▶ **TASK DETAILS**: Transcribe each line below verbatim; pictures excluded.

▶ **SUPPLIED MATERIAL**:
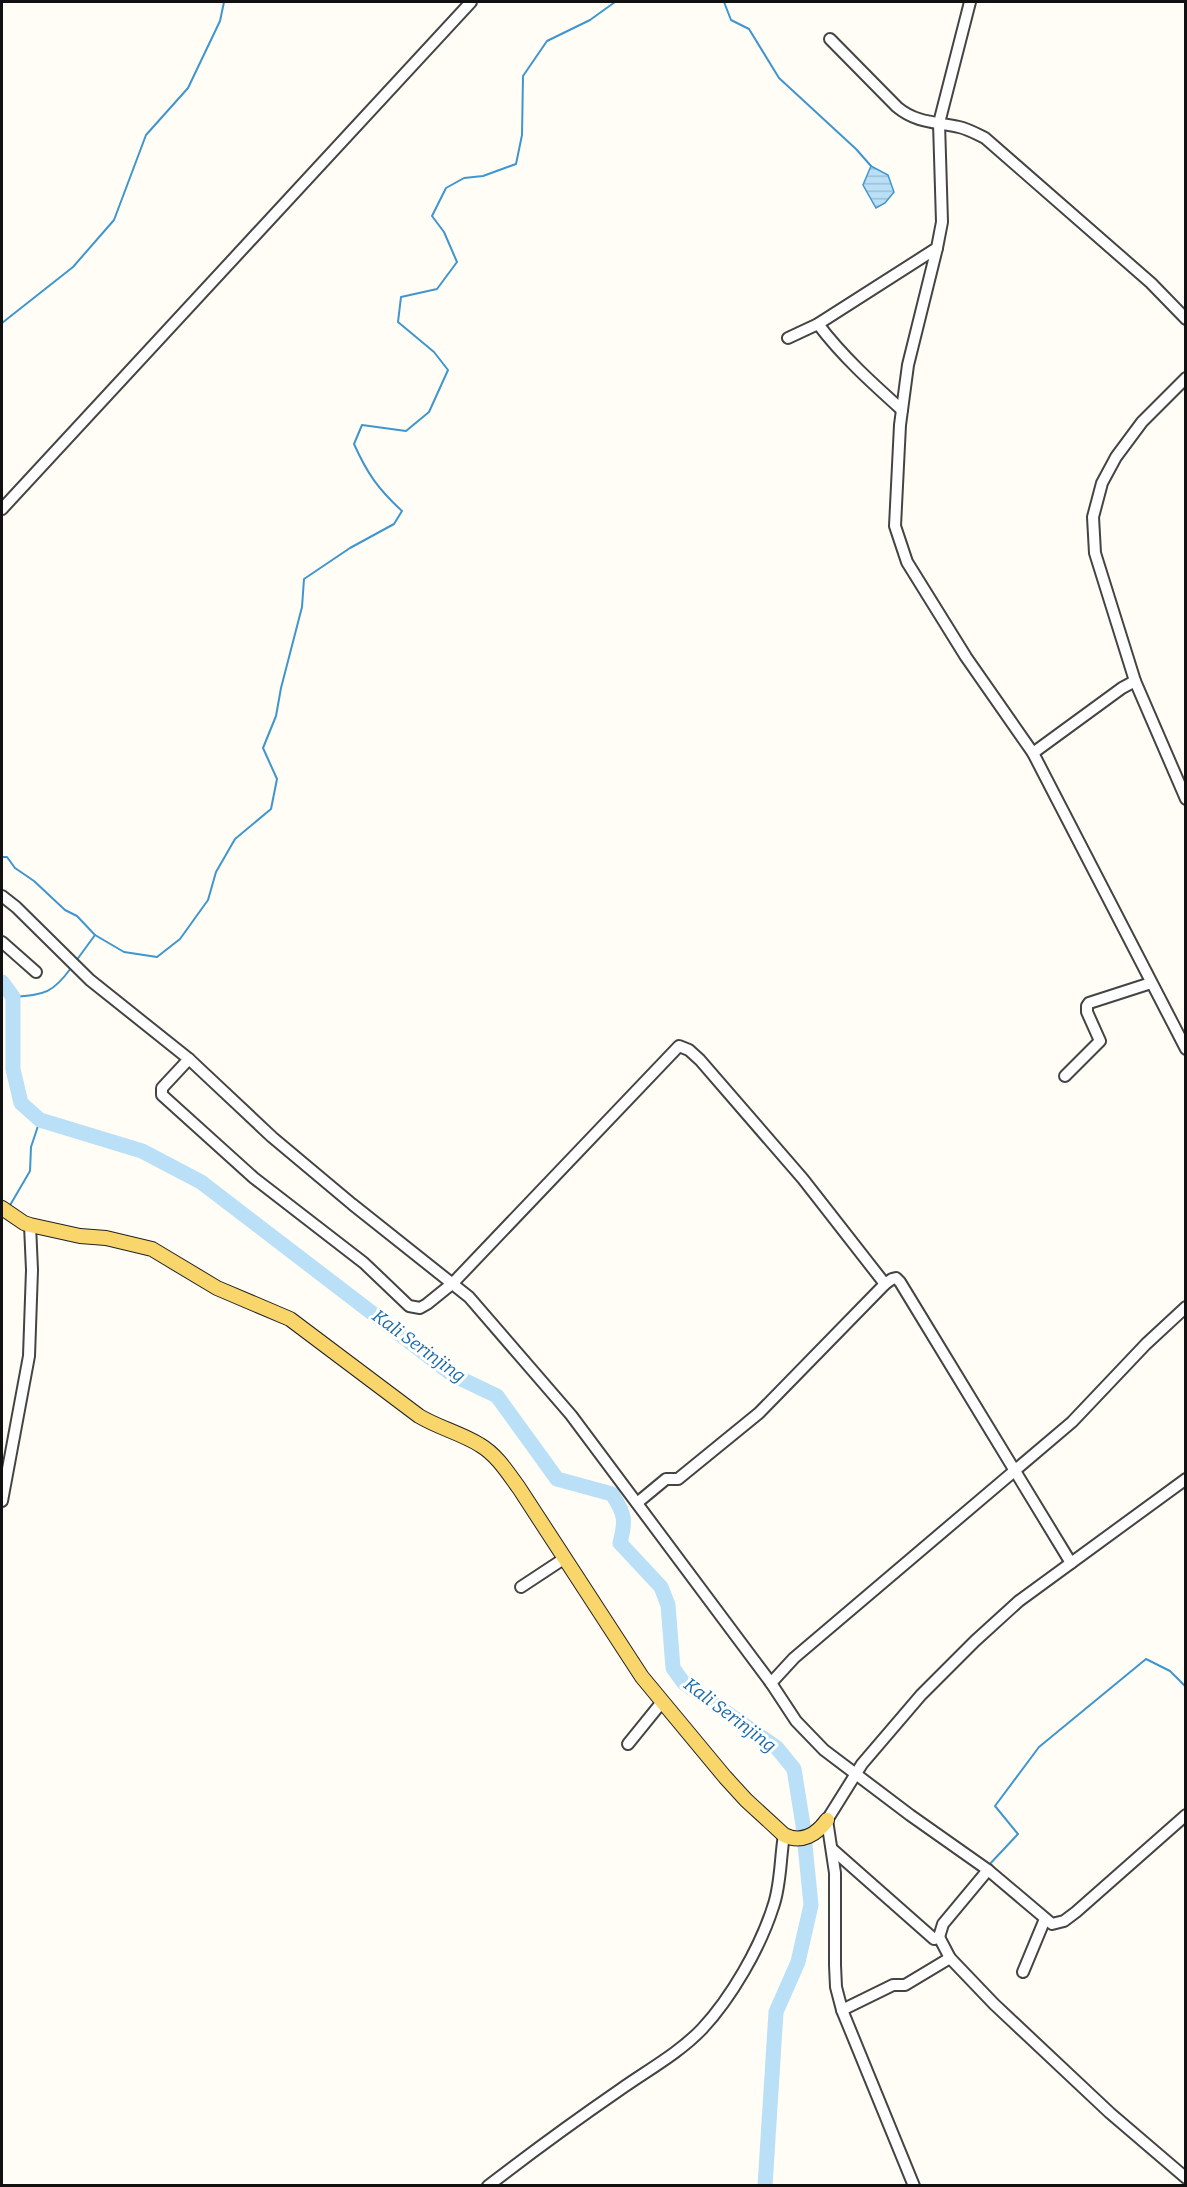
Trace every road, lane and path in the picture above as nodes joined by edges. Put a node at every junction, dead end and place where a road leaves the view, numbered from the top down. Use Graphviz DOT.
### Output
graph roads {
  1 [pos="471,2"];
  2 [pos="970,2"];
  3 [pos="830,39"];
  4 [pos="939,123"];
  5 [pos="937,248"];
  6 [pos="1185,319"];
  7 [pos="818,324"];
  8 [pos="788,338"];
  9 [pos="1185,378"];
  10 [pos="902,410"];
  11 [pos="2,509"];
  12 [pos="1135,681"];
  13 [pos="1033,753"];
  14 [pos="1185,799"];
  15 [pos="2,896"];
  16 [pos="2,942"];
  17 [pos="36,972"];
  18 [pos="1151,983"];
  19 [pos="1185,1049"];
  20 [pos="189,1059"];
  21 [pos="1065,1076"];
  22 [pos="7,1212"];
  23 [pos="30,1225"];
  24 [pos="453,1283"];
  25 [pos="885,1284"];
  26 [pos="1185,1307"];
  27 [pos="1014,1470"];
  28 [pos="1185,1479"];
  29 [pos="2,1501"];
  30 [pos="637,1503"];
  31 [pos="565,1558"];
  32 [pos="1071,1563"];
  33 [pos="521,1587"];
  34 [pos="771,1683"];
  35 [pos="662,1702"];
  36 [pos="628,1744"];
  37 [pos="855,1774"];
  38 [pos="1185,1815"];
  39 [pos="828,1820"];
  40 [pos="791,1837"];
  41 [pos="832,1850"];
  42 [pos="986,1869"];
  43 [pos="1045,1919"];
  44 [pos="937,1937"];
  45 [pos="949,1959"];
  46 [pos="1023,1972"];
  47 [pos="842,2010"];
  48 [pos="1185,2178"];
  49 [pos="488,2186"];
  50 [pos="915,2186"];
  1 -- 11 [label="street"];
  2 -- 4 [label="street"];
  3 -- 4 [label="street"];
  4 -- 5 [label="street"];
  4 -- 6 [label="street"];
  5 -- 7 [label="street"];
  5 -- 10 [label="street"];
  7 -- 8 [label="street"];
  7 -- 10 [label="street"];
  9 -- 12 [label="street"];
  10 -- 13 [label="street"];
  12 -- 13 [label="street"];
  12 -- 14 [label="street"];
  13 -- 18 [label="street"];
  15 -- 20 [label="street"];
  16 -- 17 [label="street"];
  18 -- 19 [label="street"];
  18 -- 21 [label="street"];
  20 -- 24 [label="street"];
  20 -- 24 [label="street"];
  22 -- 23 [label="main road"];
  23 -- 29 [label="street"];
  23 -- 31 [label="main road"];
  24 -- 25 [label="street"];
  24 -- 30 [label="street"];
  25 -- 27 [label="street"];
  25 -- 30 [label="street"];
  26 -- 27 [label="street"];
  27 -- 32 [label="street"];
  27 -- 34 [label="street"];
  28 -- 32 [label="street"];
  30 -- 34 [label="street"];
  31 -- 33 [label="street"];
  31 -- 35 [label="main road"];
  32 -- 37 [label="street"];
  34 -- 37 [label="street"];
  35 -- 36 [label="street"];
  35 -- 40 [label="main road"];
  37 -- 39 [label="street"];
  37 -- 42 [label="street"];
  38 -- 43 [label="street"];
  39 -- 40 [label="main road"];
  39 -- 41 [label="street"];
  40 -- 49 [label="street"];
  41 -- 44 [label="street"];
  41 -- 47 [label="street"];
  42 -- 43 [label="street"];
  42 -- 44 [label="street"];
  43 -- 46 [label="street"];
  44 -- 45 [label="street"];
  45 -- 47 [label="street"];
  45 -- 48 [label="street"];
  47 -- 50 [label="street"];
}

▶ **WRITTEN RESPONSE**:
Trace every road, lane and path in the picture above as nodes joined by edges. Put a node at every junction, dead end and place where a road leaves the view, numbered from the top down. Use Graphviz DOT.
### Output
graph roads {
  1 [pos="471,2"];
  2 [pos="970,2"];
  3 [pos="830,39"];
  4 [pos="939,123"];
  5 [pos="937,248"];
  6 [pos="1185,319"];
  7 [pos="818,324"];
  8 [pos="788,338"];
  9 [pos="1185,378"];
  10 [pos="902,410"];
  11 [pos="2,509"];
  12 [pos="1135,681"];
  13 [pos="1033,753"];
  14 [pos="1185,799"];
  15 [pos="2,896"];
  16 [pos="2,942"];
  17 [pos="36,972"];
  18 [pos="1151,983"];
  19 [pos="1185,1049"];
  20 [pos="189,1059"];
  21 [pos="1065,1076"];
  22 [pos="7,1212"];
  23 [pos="30,1225"];
  24 [pos="453,1283"];
  25 [pos="885,1284"];
  26 [pos="1185,1307"];
  27 [pos="1014,1470"];
  28 [pos="1185,1479"];
  29 [pos="2,1501"];
  30 [pos="637,1503"];
  31 [pos="565,1558"];
  32 [pos="1071,1563"];
  33 [pos="521,1587"];
  34 [pos="771,1683"];
  35 [pos="662,1702"];
  36 [pos="628,1744"];
  37 [pos="855,1774"];
  38 [pos="1185,1815"];
  39 [pos="828,1820"];
  40 [pos="791,1837"];
  41 [pos="832,1850"];
  42 [pos="986,1869"];
  43 [pos="1045,1919"];
  44 [pos="937,1937"];
  45 [pos="949,1959"];
  46 [pos="1023,1972"];
  47 [pos="842,2010"];
  48 [pos="1185,2178"];
  49 [pos="488,2186"];
  50 [pos="915,2186"];
  1 -- 11 [label="street"];
  2 -- 4 [label="street"];
  3 -- 4 [label="street"];
  4 -- 5 [label="street"];
  4 -- 6 [label="street"];
  5 -- 7 [label="street"];
  5 -- 10 [label="street"];
  7 -- 8 [label="street"];
  7 -- 10 [label="street"];
  9 -- 12 [label="street"];
  10 -- 13 [label="street"];
  12 -- 13 [label="street"];
  12 -- 14 [label="street"];
  13 -- 18 [label="street"];
  15 -- 20 [label="street"];
  16 -- 17 [label="street"];
  18 -- 19 [label="street"];
  18 -- 21 [label="street"];
  20 -- 24 [label="street"];
  20 -- 24 [label="street"];
  22 -- 23 [label="main road"];
  23 -- 29 [label="street"];
  23 -- 31 [label="main road"];
  24 -- 25 [label="street"];
  24 -- 30 [label="street"];
  25 -- 27 [label="street"];
  25 -- 30 [label="street"];
  26 -- 27 [label="street"];
  27 -- 32 [label="street"];
  27 -- 34 [label="street"];
  28 -- 32 [label="street"];
  30 -- 34 [label="street"];
  31 -- 33 [label="street"];
  31 -- 35 [label="main road"];
  32 -- 37 [label="street"];
  34 -- 37 [label="street"];
  35 -- 36 [label="street"];
  35 -- 40 [label="main road"];
  37 -- 39 [label="street"];
  37 -- 42 [label="street"];
  38 -- 43 [label="street"];
  39 -- 40 [label="main road"];
  39 -- 41 [label="street"];
  40 -- 49 [label="street"];
  41 -- 44 [label="street"];
  41 -- 47 [label="street"];
  42 -- 43 [label="street"];
  42 -- 44 [label="street"];
  43 -- 46 [label="street"];
  44 -- 45 [label="street"];
  45 -- 47 [label="street"];
  45 -- 48 [label="street"];
  47 -- 50 [label="street"];
}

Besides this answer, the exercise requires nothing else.